Exercise description:
Search the data for "roads". Each line containing it is to be copied.

Data for processing:
BEGIN

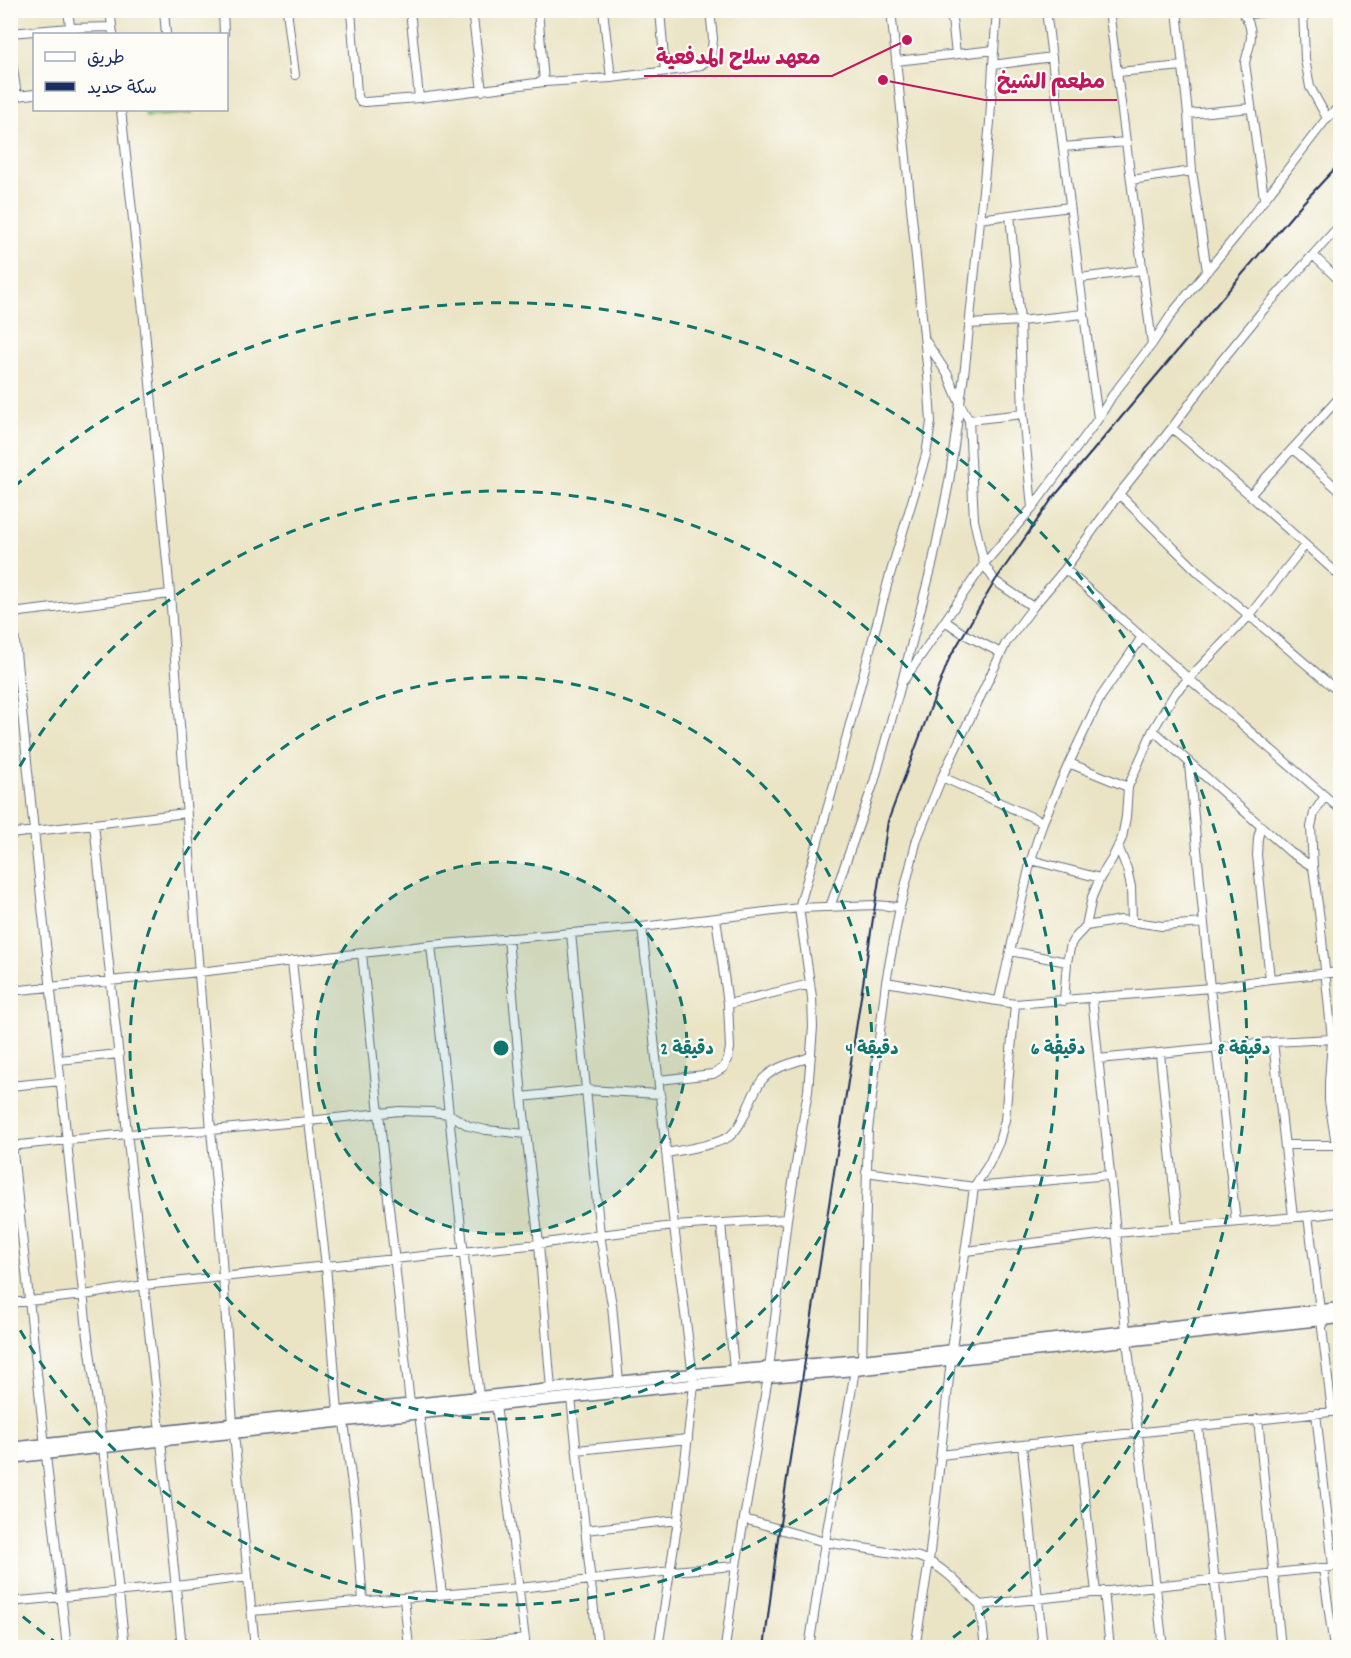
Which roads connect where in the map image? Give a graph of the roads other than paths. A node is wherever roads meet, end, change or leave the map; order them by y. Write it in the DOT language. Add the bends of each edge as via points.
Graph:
graph roads {
  1 [pos="68,10"];
  2 [pos="110,10"];
  3 [pos="164,10"];
  4 [pos="223,10"];
  5 [pos="287,10"];
  6 [pos="351,10"];
  7 [pos="410,10"];
  8 [pos="472,10"];
  9 [pos="538,10"];
  10 [pos="603,10"];
  11 [pos="660,10"];
  12 [pos="710,10"];
  13 [pos="891,10"];
  14 [pos="951,10"];
  15 [pos="997,10"];
  16 [pos="1046,10"];
  17 [pos="1110,10"];
  18 [pos="1177,10"];
  19 [pos="1280,10"];
  20 [pos="1304,10"];
  21 [pos="1244,13"];
  22 [pos="70,31"];
  23 [pos="112,31"];
  24 [pos="10,33"];
  25 [pos="166,33"];
  26 [pos="224,33"];
  27 [pos="994,50"];
  28 [pos="11,54"];
  29 [pos="956,54"];
  30 [pos="1052,57"];
  31 [pos="896,61"];
  32 [pos="993,65"];
  33 [pos="1183,66"];
  34 [pos="665,71"];
  35 [pos="1118,72"];
  36 [pos="295,75"];
  37 [pos="611,78"];
  38 [pos="544,82"];
  39 [pos="482,91"];
  40 [pos="33,94"];
  41 [pos="14,97"];
  42 [pos="419,98"];
  43 [pos="1341,106"];
  44 [pos="1251,108"];
  45 [pos="121,111"];
  46 [pos="1188,114"];
  47 [pos="1327,118"];
  48 [pos="1126,142"];
  49 [pos="1063,147"];
  50 [pos="1192,171"];
  51 [pos="1131,180"];
  52 [pos="1264,198"];
  53 [pos="1070,207"];
  54 [pos="1010,215"];
  55 [pos="979,219"];
  56 [pos="1341,225"];
  57 [pos="1314,256"];
  58 [pos="1142,270"];
  59 [pos="1207,271"];
  60 [pos="1080,278"];
  61 [pos="1341,281"];
  62 [pos="1083,314"];
  63 [pos="1020,321"];
  64 [pos="969,324"];
  65 [pos="925,340"];
  66 [pos="1152,344"];
  67 [pos="1341,397"];
  68 [pos="960,404"];
  69 [pos="1023,414"];
  70 [pos="1098,419"];
  71 [pos="969,420"];
  72 [pos="1172,428"];
  73 [pos="1293,449"];
  74 [pos="1341,491"];
  75 [pos="1119,494"];
  76 [pos="1250,495"];
  77 [pos="1032,508"];
  78 [pos="1305,545"];
  79 [pos="984,564"];
  80 [pos="1065,569"];
  81 [pos="1341,576"];
  82 [pos="10,593"];
  83 [pos="170,594"];
  84 [pos="1033,607"];
  85 [pos="12,613"];
  86 [pos="1250,616"];
  87 [pos="945,621"];
  88 [pos="1142,637"];
  89 [pos="13,651"];
  90 [pos="1001,653"];
  91 [pos="1188,678"];
  92 [pos="901,685"];
  93 [pos="1341,693"];
  94 [pos="1153,730"];
  95 [pos="1069,763"];
  96 [pos="1189,764"];
  97 [pos="942,777"];
  98 [pos="1128,786"];
  99 [pos="1325,796"];
  100 [pos="1340,808"];
  101 [pos="186,813"];
  102 [pos="1043,822"];
  103 [pos="94,824"];
  104 [pos="1261,826"];
  105 [pos="34,831"];
  106 [pos="10,834"];
  107 [pos="1118,846"];
  108 [pos="1031,860"];
  109 [pos="1313,867"];
  110 [pos="1100,878"];
  111 [pos="830,907"];
  112 [pos="799,908"];
  113 [pos="900,908"];
  114 [pos="716,918"];
  115 [pos="1132,922"];
  116 [pos="1204,923"];
  117 [pos="1086,926"];
  118 [pos="642,927"];
  119 [pos="571,933"];
  120 [pos="508,938"];
  121 [pos="431,945"];
  122 [pos="1010,951"];
  123 [pos="363,954"];
  124 [pos="292,961"];
  125 [pos="1067,962"];
  126 [pos="199,972"];
  127 [pos="1341,972"];
  128 [pos="1326,973"];
  129 [pos="1270,979"];
  130 [pos="110,980"];
  131 [pos="886,982"];
  132 [pos="810,984"];
  133 [pos="51,987"];
  134 [pos="1210,988"];
  135 [pos="10,991"];
  136 [pos="1092,997"];
  137 [pos="999,1000"];
  138 [pos="1064,1001"];
  139 [pos="1016,1004"];
  140 [pos="728,1005"];
  141 [pos="1332,1039"];
  142 [pos="1273,1042"];
  143 [pos="1217,1048"];
  144 [pos="119,1054"];
  145 [pos="1160,1054"];
  146 [pos="810,1057"];
  147 [pos="1098,1059"];
  148 [pos="59,1060"];
  149 [pos="659,1080"];
  150 [pos="61,1081"];
  151 [pos="10,1086"];
  152 [pos="586,1090"];
  153 [pos="661,1094"];
  154 [pos="522,1097"];
  155 [pos="380,1112"];
  156 [pos="449,1114"];
  157 [pos="309,1121"];
  158 [pos="10,1125"];
  159 [pos="211,1130"];
  160 [pos="127,1134"];
  161 [pos="526,1134"];
  162 [pos="67,1140"];
  163 [pos="1285,1145"];
  164 [pos="1338,1145"];
  165 [pos="12,1146"];
  166 [pos="666,1153"];
  167 [pos="866,1172"];
  168 [pos="1109,1175"];
  169 [pos="974,1187"];
  170 [pos="1341,1212"];
  171 [pos="15,1213"];
  172 [pos="1308,1216"];
  173 [pos="1293,1217"];
  174 [pos="787,1219"];
  175 [pos="1236,1222"];
  176 [pos="721,1223"];
  177 [pos="674,1226"];
  178 [pos="1178,1228"];
  179 [pos="1116,1233"];
  180 [pos="600,1235"];
  181 [pos="539,1244"];
  182 [pos="966,1251"];
  183 [pos="464,1252"];
  184 [pos="394,1260"];
  185 [pos="326,1266"];
  186 [pos="224,1278"];
  187 [pos="144,1285"];
  188 [pos="84,1295"];
  189 [pos="29,1301"];
  190 [pos="10,1303"];
  191 [pos="1341,1308"];
  192 [pos="1320,1315"];
  193 [pos="1341,1318"];
  194 [pos="1126,1335"];
  195 [pos="952,1354"];
  196 [pos="862,1360"];
  197 [pos="734,1370"];
  198 [pos="855,1370"];
  199 [pos="768,1372"];
  200 [pos="694,1380"];
  201 [pos="619,1382"];
  202 [pos="551,1389"];
  203 [pos="479,1397"];
  204 [pos="572,1398"];
  205 [pos="410,1404"];
  206 [pos="496,1405"];
  207 [pos="1336,1411"];
  208 [pos="1316,1413"];
  209 [pos="419,1414"];
  210 [pos="341,1417"];
  211 [pos="1258,1419"];
  212 [pos="1198,1426"];
  213 [pos="233,1429"];
  214 [pos="1138,1433"];
  215 [pos="161,1436"];
  216 [pos="688,1439"];
  217 [pos="1078,1439"];
  218 [pos="103,1443"];
  219 [pos="1022,1445"];
  220 [pos="10,1448"];
  221 [pos="46,1449"];
  222 [pos="577,1450"];
  223 [pos="941,1455"];
  224 [pos="10,1458"];
  225 [pos="744,1519"];
  226 [pos="678,1520"];
  227 [pos="585,1530"];
  228 [pos="825,1542"];
  229 [pos="929,1561"];
  230 [pos="736,1566"];
  231 [pos="1337,1566"];
  232 [pos="1323,1568"];
  233 [pos="671,1571"];
  234 [pos="1273,1572"];
  235 [pos="248,1577"];
  236 [pos="1215,1578"];
  237 [pos="591,1580"];
  238 [pos="1157,1585"];
  239 [pos="176,1586"];
  240 [pos="519,1588"];
  241 [pos="119,1591"];
  242 [pos="1100,1591"];
  243 [pos="441,1594"];
  244 [pos="61,1597"];
  245 [pos="404,1598"];
  246 [pos="1038,1598"];
  247 [pos="10,1602"];
  248 [pos="363,1602"];
  249 [pos="980,1605"];
  250 [pos="252,1611"];
  251 [pos="526,1643"];
  252 [pos="67,1647"];
  253 [pos="125,1647"];
  254 [pos="182,1647"];
  255 [pos="255,1647"];
  256 [pos="409,1647"];
  257 [pos="443,1647"];
  258 [pos="598,1647"];
  259 [pos="658,1647"];
  260 [pos="725,1647"];
  261 [pos="809,1647"];
  262 [pos="915,1647"];
  263 [pos="986,1647"];
  264 [pos="1043,1647"];
  265 [pos="1110,1647"];
  266 [pos="1163,1647"];
  267 [pos="1222,1647"];
  268 [pos="1281,1647"];
  269 [pos="1334,1647"];
  1 -- 22 [label="street"];
  2 -- 23 [label="street"];
  3 -- 25 [label="street"];
  4 -- 26 [label="street"];
  5 -- 36 [label="street"];
  6 -- 42 [label="street" via="359,99 365,102"];
  7 -- 42 [label="street"];
  8 -- 39 [label="street"];
  9 -- 38 [label="street"];
  10 -- 37 [label="street"];
  11 -- 34 [label="street"];
  12 -- 34 [label="street" via="711,57 701,65"];
  13 -- 31 [label="street"];
  14 -- 29 [label="street"];
  15 -- 27 [label="street"];
  16 -- 30 [label="street"];
  17 -- 35 [label="street"];
  18 -- 33 [label="street"];
  19 -- 21 [label="street"];
  20 -- 47 [label="street" via="1310,87"];
  21 -- 44 [label="street" via="1252,38 1245,63"];
  22 -- 23 [label="street"];
  22 -- 24 [label="street"];
  27 -- 29 [label="street"];
  27 -- 32 [label="street"];
  28 -- 41 [label="street"];
  29 -- 31 [label="street"];
  30 -- 32 [label="street"];
  30 -- 49 [label="street"];
  31 -- 65 [label="street"];
  32 -- 55 [label="street"];
  33 -- 35 [label="street"];
  33 -- 46 [label="street"];
  34 -- 37 [label="street"];
  35 -- 48 [label="street"];
  37 -- 38 [label="street"];
  38 -- 39 [label="street"];
  39 -- 42 [label="street"];
  40 -- 41 [label="street"];
  43 -- 47 [label="street"];
  44 -- 46 [label="street"];
  44 -- 52 [label="street"];
  45 -- 83 [label="street"];
  46 -- 50 [label="street"];
  47 -- 52 [label="street"];
  48 -- 49 [label="street"];
  48 -- 51 [label="street"];
  49 -- 53 [label="street"];
  50 -- 51 [label="street"];
  50 -- 59 [label="street"];
  51 -- 58 [label="street"];
  52 -- 59 [label="street"];
  53 -- 54 [label="street"];
  53 -- 60 [label="street"];
  54 -- 55 [label="street"];
  54 -- 63 [label="street"];
  55 -- 64 [label="street"];
  56 -- 57 [label="street"];
  57 -- 61 [label="street"];
  57 -- 72 [label="street" via="1264,309"];
  58 -- 60 [label="street"];
  58 -- 66 [label="street"];
  59 -- 66 [label="street"];
  60 -- 62 [label="street"];
  62 -- 63 [label="street"];
  62 -- 70 [label="street"];
  63 -- 64 [label="street"];
  63 -- 69 [label="street"];
  64 -- 68 [label="street"];
  65 -- 68 [label="street" via="948,375"];
  65 -- 112 [label="street" via="931,422 926,455"];
  66 -- 70 [label="street"];
  67 -- 73 [label="street"];
  68 -- 71 [label="street"];
  68 -- 92 [label="street" via="935,549"];
  69 -- 71 [label="street"];
  69 -- 77 [label="street"];
  70 -- 77 [label="street"];
  71 -- 79 [label="street" via="974,520"];
  72 -- 75 [label="street"];
  72 -- 76 [label="street"];
  73 -- 74 [label="street"];
  73 -- 76 [label="street"];
  75 -- 80 [label="street"];
  75 -- 86 [label="street" via="1198,572"];
  76 -- 78 [label="street"];
  77 -- 79 [label="street"];
  78 -- 81 [label="street"];
  78 -- 86 [label="street"];
  79 -- 84 [label="street" via="995,581"];
  79 -- 87 [label="street"];
  80 -- 84 [label="street"];
  80 -- 88 [label="street"];
  82 -- 85 [label="street"];
  83 -- 85 [label="street"];
  83 -- 101 [label="street"];
  84 -- 90 [label="street"];
  85 -- 89 [label="street"];
  86 -- 91 [label="street"];
  86 -- 93 [label="street"];
  87 -- 90 [label="street"];
  87 -- 92 [label="street"];
  88 -- 91 [label="street"];
  88 -- 95 [label="street" via="1100,698"];
  89 -- 105 [label="street"];
  90 -- 97 [label="street"];
  91 -- 94 [label="street"];
  91 -- 99 [label="street"];
  92 -- 111 [label="street" via="874,782"];
  94 -- 96 [label="street"];
  94 -- 98 [label="street"];
  95 -- 98 [label="street"];
  95 -- 102 [label="street"];
  96 -- 104 [label="street"];
  96 -- 116 [label="street"];
  97 -- 102 [label="street"];
  97 -- 113 [label="street" via="917,839"];
  98 -- 107 [label="street" via="1126,817"];
  99 -- 100 [label="street"];
  99 -- 109 [label="street" via="1312,820"];
  101 -- 103 [label="street"];
  101 -- 126 [label="street"];
  102 -- 108 [label="street"];
  103 -- 105 [label="street"];
  103 -- 130 [label="street"];
  104 -- 109 [label="street"];
  104 -- 129 [label="street" via="1257,855"];
  105 -- 106 [label="street"];
  105 -- 133 [label="street"];
  107 -- 110 [label="street"];
  107 -- 115 [label="street" via="1131,887"];
  108 -- 110 [label="street"];
  108 -- 122 [label="street"];
  109 -- 128 [label="street"];
  110 -- 117 [label="street"];
  111 -- 112 [label="street"];
  111 -- 113 [label="street"];
  112 -- 114 [label="street"];
  112 -- 132 [label="street"];
  113 -- 131 [label="street"];
  114 -- 118 [label="street"];
  114 -- 140 [label="street"];
  115 -- 116 [label="street" via="1162,926"];
  115 -- 117 [label="street"];
  116 -- 134 [label="street"];
  117 -- 125 [label="street" via="1074,939"];
  118 -- 119 [label="street"];
  118 -- 149 [label="street"];
  119 -- 120 [label="street"];
  119 -- 152 [label="street"];
  120 -- 121 [label="street"];
  120 -- 154 [label="street"];
  121 -- 123 [label="street"];
  121 -- 156 [label="street"];
  122 -- 125 [label="street"];
  122 -- 137 [label="street"];
  123 -- 124 [label="street"];
  123 -- 155 [label="street"];
  124 -- 126 [label="street"];
  124 -- 157 [label="street"];
  125 -- 138 [label="street"];
  126 -- 130 [label="street"];
  126 -- 159 [label="street"];
  127 -- 128 [label="street"];
  128 -- 129 [label="street"];
  128 -- 141 [label="street"];
  129 -- 134 [label="street"];
  130 -- 133 [label="street"];
  130 -- 144 [label="street"];
  131 -- 137 [label="street"];
  131 -- 167 [label="street"];
  132 -- 140 [label="street"];
  132 -- 146 [label="street"];
  133 -- 135 [label="street"];
  133 -- 148 [label="street"];
  134 -- 136 [label="street"];
  134 -- 143 [label="street"];
  136 -- 138 [label="street"];
  136 -- 147 [label="street"];
  137 -- 139 [label="street"];
  138 -- 139 [label="street"];
  139 -- 169 [label="street" via="1005,1120 989,1164"];
  140 -- 149 [label="street" via="730,1053 723,1068 708,1076"];
  141 -- 142 [label="street"];
  141 -- 164 [label="street" via="1329,1101"];
  142 -- 143 [label="street"];
  142 -- 163 [label="street"];
  143 -- 145 [label="street"];
  143 -- 175 [label="street"];
  144 -- 148 [label="street"];
  144 -- 160 [label="street"];
  145 -- 147 [label="street"];
  145 -- 178 [label="street"];
  146 -- 166 [label="street" via="776,1069 763,1079 744,1117 729,1136"];
  146 -- 174 [label="street"];
  147 -- 168 [label="street"];
  148 -- 150 [label="street"];
  149 -- 153 [label="street"];
  150 -- 151 [label="street"];
  150 -- 162 [label="street"];
  152 -- 153 [label="street"];
  152 -- 154 [label="street"];
  152 -- 180 [label="street"];
  153 -- 166 [label="street"];
  154 -- 161 [label="street"];
  155 -- 156 [label="street"];
  155 -- 157 [label="street"];
  155 -- 184 [label="street"];
  156 -- 161 [label="street" via="469,1126"];
  156 -- 183 [label="street"];
  157 -- 159 [label="street"];
  157 -- 185 [label="street"];
  158 -- 165 [label="street"];
  159 -- 160 [label="street"];
  159 -- 186 [label="street"];
  160 -- 162 [label="street"];
  160 -- 187 [label="street"];
  161 -- 181 [label="street"];
  162 -- 165 [label="street"];
  162 -- 188 [label="street"];
  163 -- 164 [label="street"];
  163 -- 173 [label="street"];
  165 -- 171 [label="street"];
  166 -- 177 [label="street"];
  167 -- 169 [label="street"];
  167 -- 196 [label="street"];
  168 -- 169 [label="street"];
  168 -- 179 [label="street"];
  169 -- 182 [label="street"];
  170 -- 172 [label="street"];
  171 -- 189 [label="street"];
  172 -- 173 [label="street"];
  172 -- 192 [label="street"];
  173 -- 175 [label="street"];
  174 -- 176 [label="street"];
  174 -- 199 [label="street"];
  175 -- 178 [label="street"];
  176 -- 177 [label="street"];
  176 -- 197 [label="street"];
  177 -- 180 [label="street"];
  177 -- 200 [label="street"];
  178 -- 179 [label="street"];
  179 -- 182 [label="street"];
  179 -- 194 [label="street"];
  180 -- 181 [label="street"];
  180 -- 201 [label="street"];
  181 -- 183 [label="street"];
  181 -- 202 [label="street"];
  182 -- 195 [label="street"];
  183 -- 184 [label="street"];
  183 -- 203 [label="street"];
  184 -- 185 [label="street"];
  184 -- 205 [label="street"];
  185 -- 186 [label="street"];
  185 -- 210 [label="street"];
  186 -- 187 [label="street"];
  186 -- 213 [label="street"];
  187 -- 188 [label="street"];
  187 -- 215 [label="street"];
  188 -- 189 [label="street"];
  188 -- 218 [label="street"];
  189 -- 190 [label="street"];
  189 -- 221 [label="street"];
  191 -- 192 [label="main road"];
  192 -- 193 [label="main road"];
  192 -- 194 [label="main road"];
  192 -- 207 [label="street"];
  194 -- 195 [label="main road"];
  194 -- 214 [label="street"];
  195 -- 196 [label="main road"];
  195 -- 198 [label="main road"];
  195 -- 223 [label="street"];
  196 -- 199 [label="main road"];
  197 -- 199 [label="main road"];
  197 -- 200 [label="main road"];
  198 -- 199 [label="main road"];
  198 -- 228 [label="street"];
  199 -- 200 [label="main road"];
  199 -- 225 [label="street"];
  200 -- 201 [label="main road"];
  200 -- 204 [label="main road"];
  200 -- 216 [label="street"];
  201 -- 202 [label="main road"];
  202 -- 203 [label="main road"];
  203 -- 205 [label="main road"];
  204 -- 206 [label="main road"];
  204 -- 222 [label="street"];
  205 -- 210 [label="main road"];
  206 -- 209 [label="main road"];
  206 -- 240 [label="street"];
  207 -- 208 [label="street"];
  208 -- 211 [label="street"];
  208 -- 231 [label="street"];
  209 -- 210 [label="main road"];
  209 -- 243 [label="street"];
  210 -- 213 [label="main road"];
  210 -- 248 [label="street" via="355,1508"];
  211 -- 212 [label="street"];
  211 -- 234 [label="street"];
  212 -- 214 [label="street"];
  212 -- 236 [label="street"];
  213 -- 215 [label="main road"];
  213 -- 235 [label="street"];
  214 -- 217 [label="street"];
  214 -- 238 [label="street"];
  215 -- 218 [label="main road"];
  215 -- 239 [label="street"];
  216 -- 222 [label="street"];
  216 -- 226 [label="street"];
  217 -- 219 [label="street"];
  217 -- 242 [label="street"];
  218 -- 221 [label="main road"];
  218 -- 241 [label="street"];
  219 -- 223 [label="street"];
  219 -- 246 [label="street"];
  220 -- 221 [label="main road"];
  221 -- 224 [label="main road"];
  221 -- 244 [label="street"];
  222 -- 227 [label="street"];
  223 -- 229 [label="street"];
  225 -- 228 [label="street"];
  225 -- 230 [label="street"];
  226 -- 227 [label="street"];
  226 -- 233 [label="street"];
  227 -- 237 [label="street"];
  228 -- 229 [label="street"];
  228 -- 261 [label="street"];
  229 -- 249 [label="street"];
  229 -- 262 [label="street"];
  230 -- 233 [label="street"];
  230 -- 260 [label="street"];
  231 -- 232 [label="street"];
  232 -- 234 [label="street"];
  232 -- 269 [label="street"];
  233 -- 237 [label="street"];
  233 -- 259 [label="street"];
  234 -- 236 [label="street"];
  234 -- 268 [label="street"];
  235 -- 239 [label="street"];
  235 -- 250 [label="street"];
  236 -- 238 [label="street"];
  236 -- 267 [label="street"];
  237 -- 240 [label="street"];
  237 -- 258 [label="street"];
  238 -- 242 [label="street"];
  238 -- 266 [label="street"];
  239 -- 241 [label="street"];
  239 -- 254 [label="street"];
  240 -- 243 [label="street"];
  240 -- 251 [label="street"];
  241 -- 244 [label="street"];
  241 -- 253 [label="street"];
  242 -- 246 [label="street"];
  242 -- 265 [label="street"];
  243 -- 245 [label="street"];
  244 -- 247 [label="street"];
  244 -- 252 [label="street"];
  245 -- 248 [label="street"];
  245 -- 256 [label="street"];
  246 -- 249 [label="street"];
  246 -- 264 [label="street"];
  248 -- 250 [label="street"];
  249 -- 263 [label="street"];
  250 -- 255 [label="street"];
  251 -- 257 [label="street"];
}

END

Output below:
Which roads connect where in the map image? Give a graph of the roads other than paths. A node is wherever roads meet, end, change or leave the map; order them by y. Write it in the DOT language. Add the bends of each edge as via points.
graph roads {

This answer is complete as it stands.